Aunque lo intento, yo no soy el dueño de mi tiempo. Eventualmente todos los recorridos se terminan y hay que volver a estar pendiente de las irregularidades del suelo, de las inclemencias del clima. Por eso me aferro a los viajes y sus avalanchas de imágenes, que recojo con la red de las palabras que repito en voz baja. Soy una retrograbadora, una retroexcavadora de mi futuro próximo, marcado por la obsesión de un par de palabras que se repiten.

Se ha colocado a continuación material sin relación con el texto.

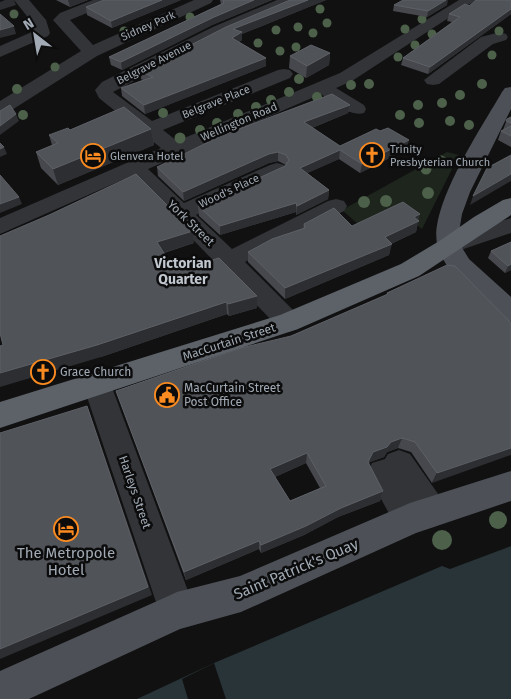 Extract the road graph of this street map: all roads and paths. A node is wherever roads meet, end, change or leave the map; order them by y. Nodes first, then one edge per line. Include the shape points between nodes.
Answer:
1 (21, 0) edge
2 (106, 0) edge
3 (206, 0) edge
4 (290, 0) edge
5 (469, 0) edge
6 (444, 16) junction
7 (465, 23) edge
8 (481, 29) edge
9 (506, 39) edge
10 (0, 52) edge
11 (91, 52) junction
12 (284, 74) dead end
13 (433, 80) dead end
14 (323, 87) junction
15 (511, 92) edge
16 (357, 109) dead end
17 (0, 110) edge
18 (149, 129) junction
19 (175, 149) junction
20 (134, 167) junction
21 (277, 168) edge
22 (511, 205) edge
23 (336, 206) dead end
24 (181, 214) junction
25 (511, 225) edge
26 (0, 227) edge
27 (449, 246) junction
28 (229, 260) junction
29 (511, 312) edge
30 (289, 322) junction
31 (97, 385) junction
32 (0, 415) edge
33 (391, 469) dead end
34 (511, 486) edge
35 (420, 515) junction
36 (173, 599) dead end
37 (0, 692) edge

1 - 10 street via 38,20 42,34
2 - 11 street via 61,20
3 - 11 street, Sidney Park
4 - 18 street, Belgrave Avenue via 226,27 104,90
5 - 6 street, Wellington Road
6 - 7 street
6 - 14 street, Wellington Road
8 - 9 street
9 - 13 street via 487,40
11 - 17 street, Sidney Park
12 - 18 street, Belgrave Place
14 - 16 street
14 - 19 street, Wellington Road
15 - 27 main road via 454,201 446,238
18 - 19 street, Belgrave Avenue
19 - 20 street, Wellington Road
20 - 24 street, York Street
20 - 26 street, Wellington Road
21 - 24 street, Wood's Place
22 - 27 highway, MacCurtain Street
23 - 28 street
24 - 28 street, York Street
25 - 27 street
27 - 29 main road via 463,268
27 - 30 highway, MacCurtain Street via 404,273
28 - 30 street, York Street
30 - 31 highway, MacCurtain Street
31 - 32 highway, MacCurtain Street
31 - 36 street, Harleys Street
33 - 35 street
34 - 35 main road, Saint Patrick's Quay
35 - 37 main road, Saint Patrick's Quay via 240,594 177,611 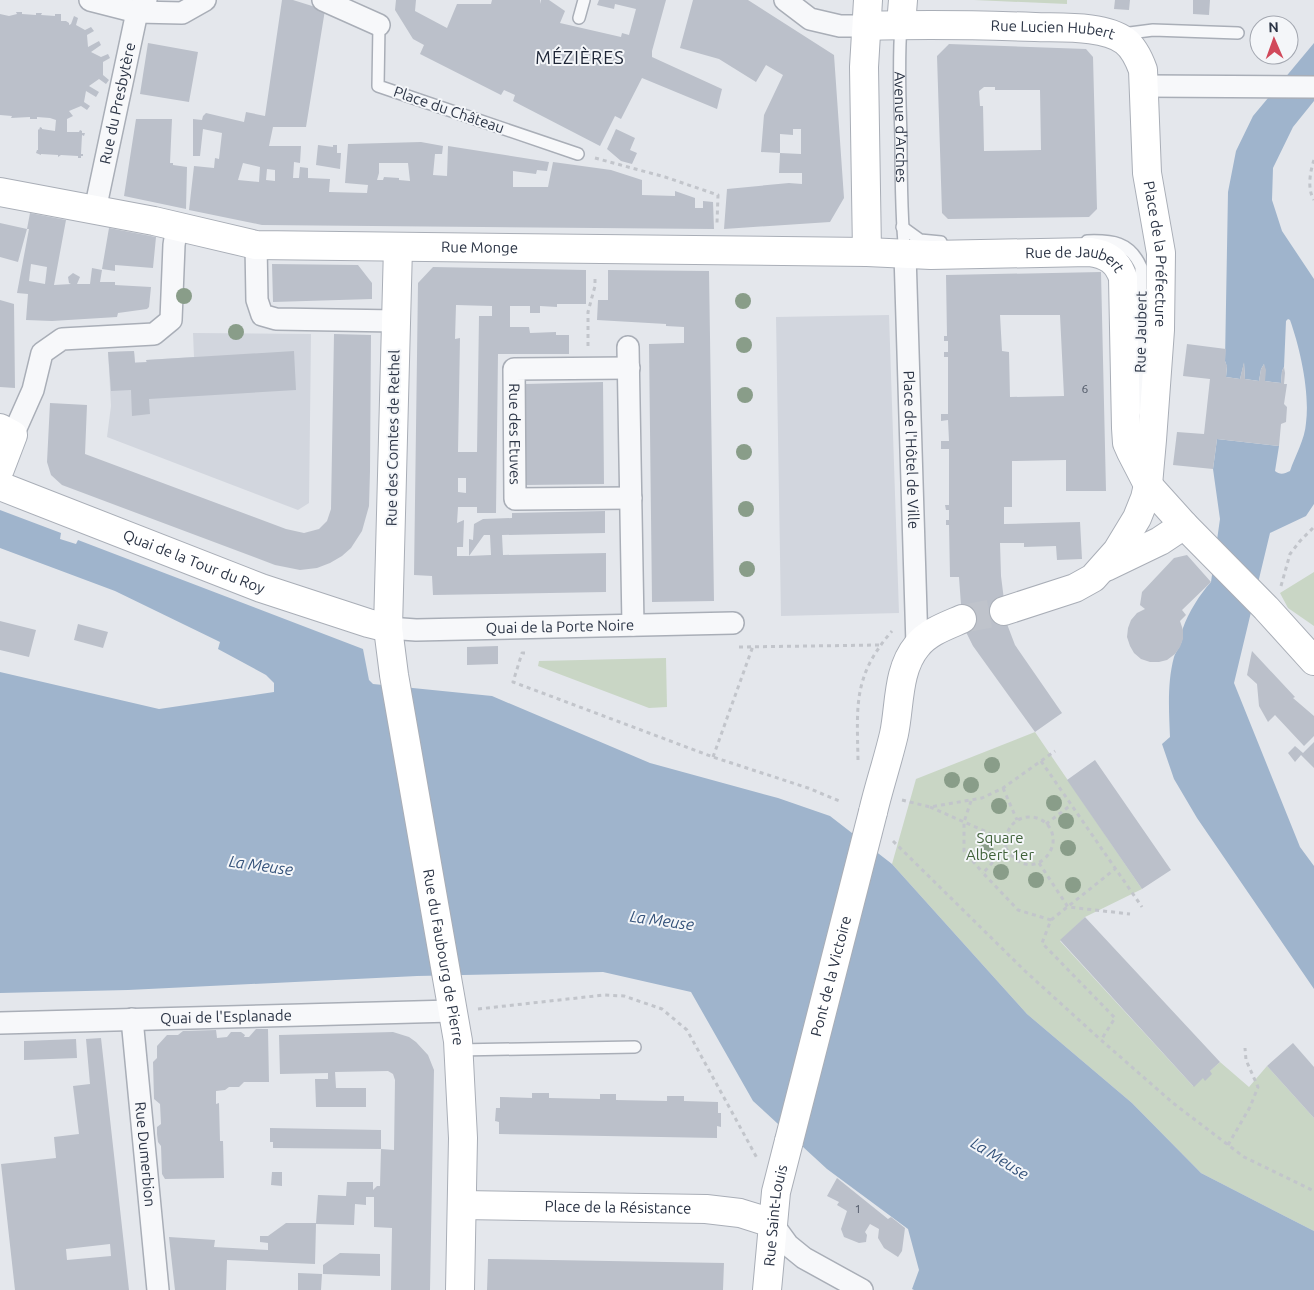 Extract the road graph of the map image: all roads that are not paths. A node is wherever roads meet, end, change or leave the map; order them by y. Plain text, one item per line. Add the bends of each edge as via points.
1 (90, 0) edge
2 (206, 0) edge
3 (323, 0) edge
4 (584, 0) edge
5 (785, 0) edge
6 (141, 6) edge
7 (902, 12) edge
8 (867, 13) edge
9 (579, 18) dead end
10 (379, 25) joint
11 (1238, 33) dead end
12 (1113, 36) junction
13 (1145, 86) junction
14 (1314, 87) edge
15 (578, 154) road end
16 (0, 192) edge
17 (95, 210) junction
18 (176, 226) junction
19 (902, 227) junction
20 (256, 245) junction
21 (398, 248) junction
22 (867, 252) junction
23 (905, 254) junction
24 (396, 321) junction
25 (628, 347) road end
26 (629, 368) junction
27 (6, 431) edge
28 (1152, 440) junction
29 (0, 469) edge
30 (1148, 485) junction
31 (0, 486) edge
32 (631, 498) junction
33 (1191, 533) junction
34 (1104, 568) junction
35 (1004, 611) tunnel mouth
36 (962, 619) tunnel mouth
37 (733, 623) dead end
38 (633, 625) junction
39 (388, 628) junction
40 (920, 631) junction
41 (1314, 661) edge
42 (875, 802) joint
43 (452, 1011) junction
44 (132, 1020) junction
45 (0, 1023) edge
46 (634, 1047) dead end
47 (458, 1050) junction
48 (789, 1141) joint
49 (462, 1205) junction
50 (772, 1223) junction
51 (158, 1290) edge
52 (460, 1290) edge
53 (767, 1290) edge
54 (862, 1290) edge

1 - 6 street
2 - 6 street via 182,14
3 - 10 street
4 - 9 lane
5 - 8 street via 810,20 840,26
6 - 17 street, Rue du Presbytère
7 - 8 main road, Rue Lucien Hubert
7 - 12 main road, Rue Lucien Hubert via 964,24 1086,30
7 - 19 lane, Avenue d'Arches via 899,46
8 - 22 main road via 864,67
10 - 15 lane, Place du Château via 378,86
11 - 12 lane, Rue Lucien Hubert via 1153,30
12 - 13 main road, Place de la Préfecture via 1125,41 1137,54
13 - 14 street
13 - 28 main road, Place de la Préfecture via 1147,173 1161,253 1160,330
16 - 17 main road, Rue Monge
17 - 18 main road, Rue Monge
18 - 20 main road, Rue Monge
18 - 27 street via 171,320 154,334 62,339 42,352 33,390
19 - 23 lane, Avenue d'Arches
19 - 28 lane, Rue Jaubert via 920,240 953,243 1107,240 1127,247 1141,266 1140,397
20 - 21 main road, Rue Monge
20 - 24 street via 257,300 262,315 276,320
21 - 22 main road, Rue Monge
21 - 24 main road, Rue des Comtes de Rethel
22 - 23 main road, Rue de Jaubert
23 - 30 main road, Rue de Jaubert via 1090,252 1100,253 1115,263 1123,278 1127,443
23 - 40 street, Place de l'Hôtel de Ville
24 - 39 main road, Rue des Comtes de Rethel
25 - 26 street
26 - 32 street
26 - 32 street, Rue des Etuves via 514,369 515,500
27 - 29 main road
28 - 30 main road, Place de la Préfecture
30 - 33 main road
30 - 34 main road, Place de la Préfecture via 1137,518
31 - 39 main road, Quai de la Tour du Roy via 261,588
32 - 38 street
33 - 34 main road, Place de la Préfecture via 1160,541
33 - 41 main road
34 - 35 main road, Place de la Préfecture via 1075,588
36 - 40 main road
37 - 38 street, Quai de la Porte Noire
38 - 39 street, Quai de la Porte Noire
39 - 43 main road, Rue du Faubourg de Pierre
40 - 42 main road, Place de l'Hôtel de Ville via 903,676 897,720
42 - 48 main road, Pont de la Victoire, bridge
43 - 44 street, Quai de l'Esplanade
43 - 47 main road, Rue du Faubourg de Pierre
44 - 45 street, Quai de l'Esplanade
44 - 51 street, Rue Dumerbion
46 - 47 lane
47 - 49 main road, Rue du Faubourg de Pierre via 464,1138
48 - 50 main road, Rue Saint-Louis
49 - 50 main road, Place de la Résistance via 706,1209 740,1213
49 - 52 main road, Rue du Faubourg de Pierre
50 - 53 main road, Rue Saint-Louis
50 - 54 street via 788,1245 804,1258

Mi cabeza vibra apoyada en la ventana de la micro. La pobreza ofrece la promesa de los largos recorridos inevitables, atochamientos, accidentes, derrumbes, descampados donde los choferes bajan a mear. La última garita es solo el comienzo del camino. En esta ciudad todo está cuesta arriba. Es inevitable hablar solos, ensayar negaciones, gestos de sorpresa, excusas, peticiones y amenazas de muerte; el pasado de otras palabras dichas y no dichas se desanda de las huellas y atosiga con un revisionismo inútil. Palabras que se escapan del influjo de los vivos y que ahora ensayan con los oídos sordos de mis muertos, amparadas en la baja definición del recuerdo. El viento me devuelve las palabras, las arroja contra mi cuerpo. Su poca organicidad, el tufo a falsedad duele. Mejor me callo, mejor no pienso, las palabras no son megáfonos, ni instrumentos de mis deseos. Mejor habito los músculos de mis piernas que se empiezan a agarrotar. En el patio de la casa, a la que me acerco sudando con lentitud, las hormigas se encarnan en la pulpa de las frutas que caen tibias al suelo.